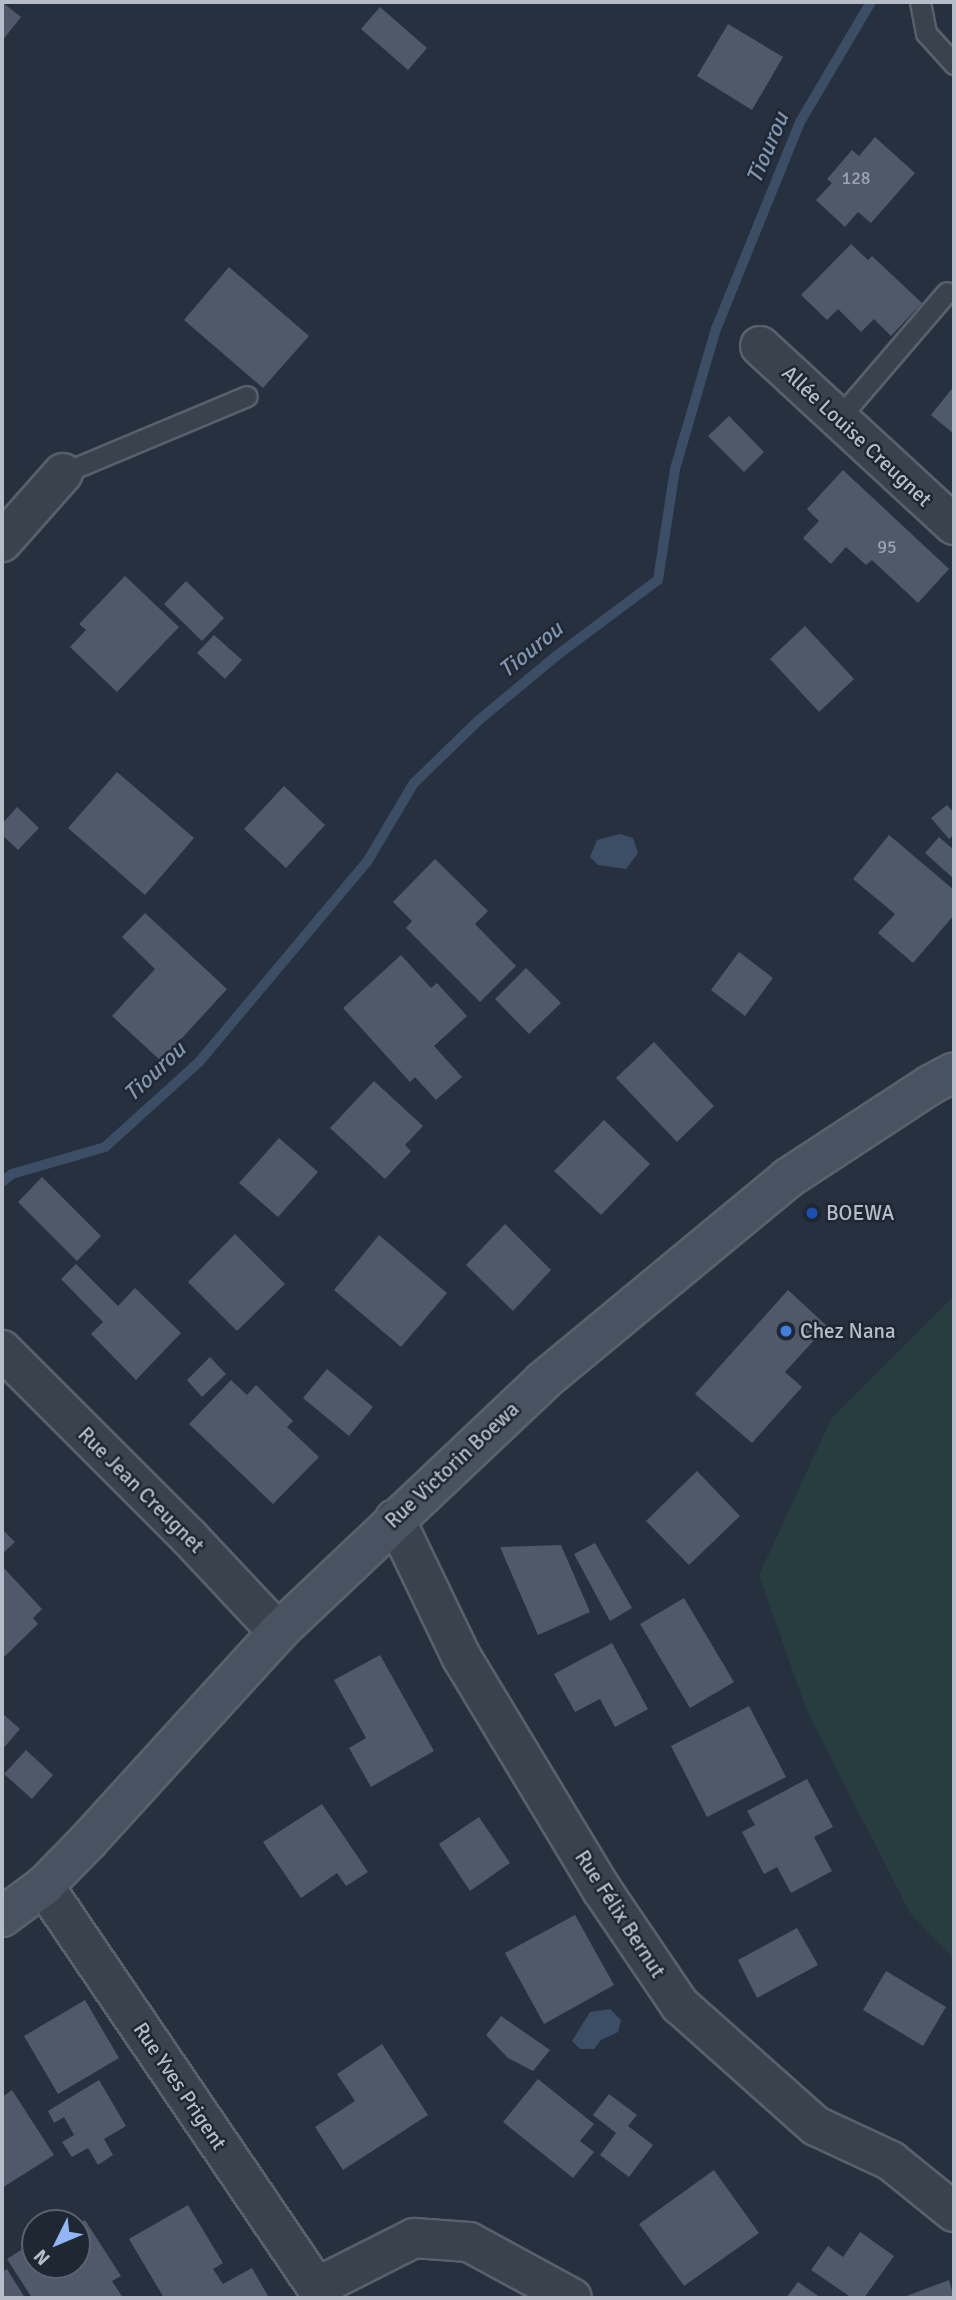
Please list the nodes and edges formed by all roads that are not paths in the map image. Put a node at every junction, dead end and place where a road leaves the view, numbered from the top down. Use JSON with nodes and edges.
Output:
{"nodes":[{"id":1,"x":920,"y":2,"type":"edge"},
{"id":2,"x":954,"y":64,"type":"edge"},
{"id":3,"x":947,"y":292,"type":"dead end"},
{"id":4,"x":760,"y":346,"type":"dead end"},
{"id":5,"x":247,"y":396,"type":"dead end"},
{"id":6,"x":838,"y":419,"type":"junction"},
{"id":7,"x":63,"y":473,"type":"joint"},
{"id":8,"x":954,"y":525,"type":"edge"},
{"id":9,"x":2,"y":542,"type":"edge"},
{"id":10,"x":954,"y":1072,"type":"edge"},
{"id":11,"x":2,"y":1350,"type":"edge"},
{"id":12,"x":395,"y":1519,"type":"junction"},
{"id":13,"x":278,"y":1632,"type":"junction"},
{"id":14,"x":44,"y":1886,"type":"junction"},
{"id":15,"x":2,"y":1917,"type":"edge"},
{"id":16,"x":954,"y":2212,"type":"edge"},
{"id":17,"x":320,"y":2293,"type":"edge"},
{"id":18,"x":572,"y":2298,"type":"edge"}],
"edges":[{"from":1,"to":2,"type":"lane"},
{"from":3,"to":6,"type":"lane"},
{"from":4,"to":6,"type":"street","name":"Allée Louise Creugnet"},
{"from":5,"to":7,"type":"lane"},
{"from":6,"to":8,"type":"street","name":"Allée Louise Creugnet"},
{"from":7,"to":9,"type":"street"},
{"from":10,"to":12,"type":"street","name":"Rue Victorin Boewa"},
{"from":11,"to":13,"type":"street","name":"Rue Jean Creugnet"},
{"from":12,"to":13,"type":"street","name":"Rue Victorin Boewa"},
{"from":12,"to":16,"type":"street","name":"Rue Félix Bernut"},
{"from":13,"to":14,"type":"street","name":"Rue Victorin Boewa"},
{"from":14,"to":15,"type":"street","name":"Rue Victorin Boewa"},
{"from":14,"to":17,"type":"street","name":"Rue Yves Prigent"},
{"from":17,"to":18,"type":"street","name":"Rue Yves Prigent"}]}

○ ○ ○

Exercise goal:
Copy each line from the data that features the string "Victorin".

Solved problem:
{"from":10,"to":12,"type":"street","name":"Rue Victorin Boewa"},
{"from":12,"to":13,"type":"street","name":"Rue Victorin Boewa"},
{"from":13,"to":14,"type":"street","name":"Rue Victorin Boewa"},
{"from":14,"to":15,"type":"street","name":"Rue Victorin Boewa"},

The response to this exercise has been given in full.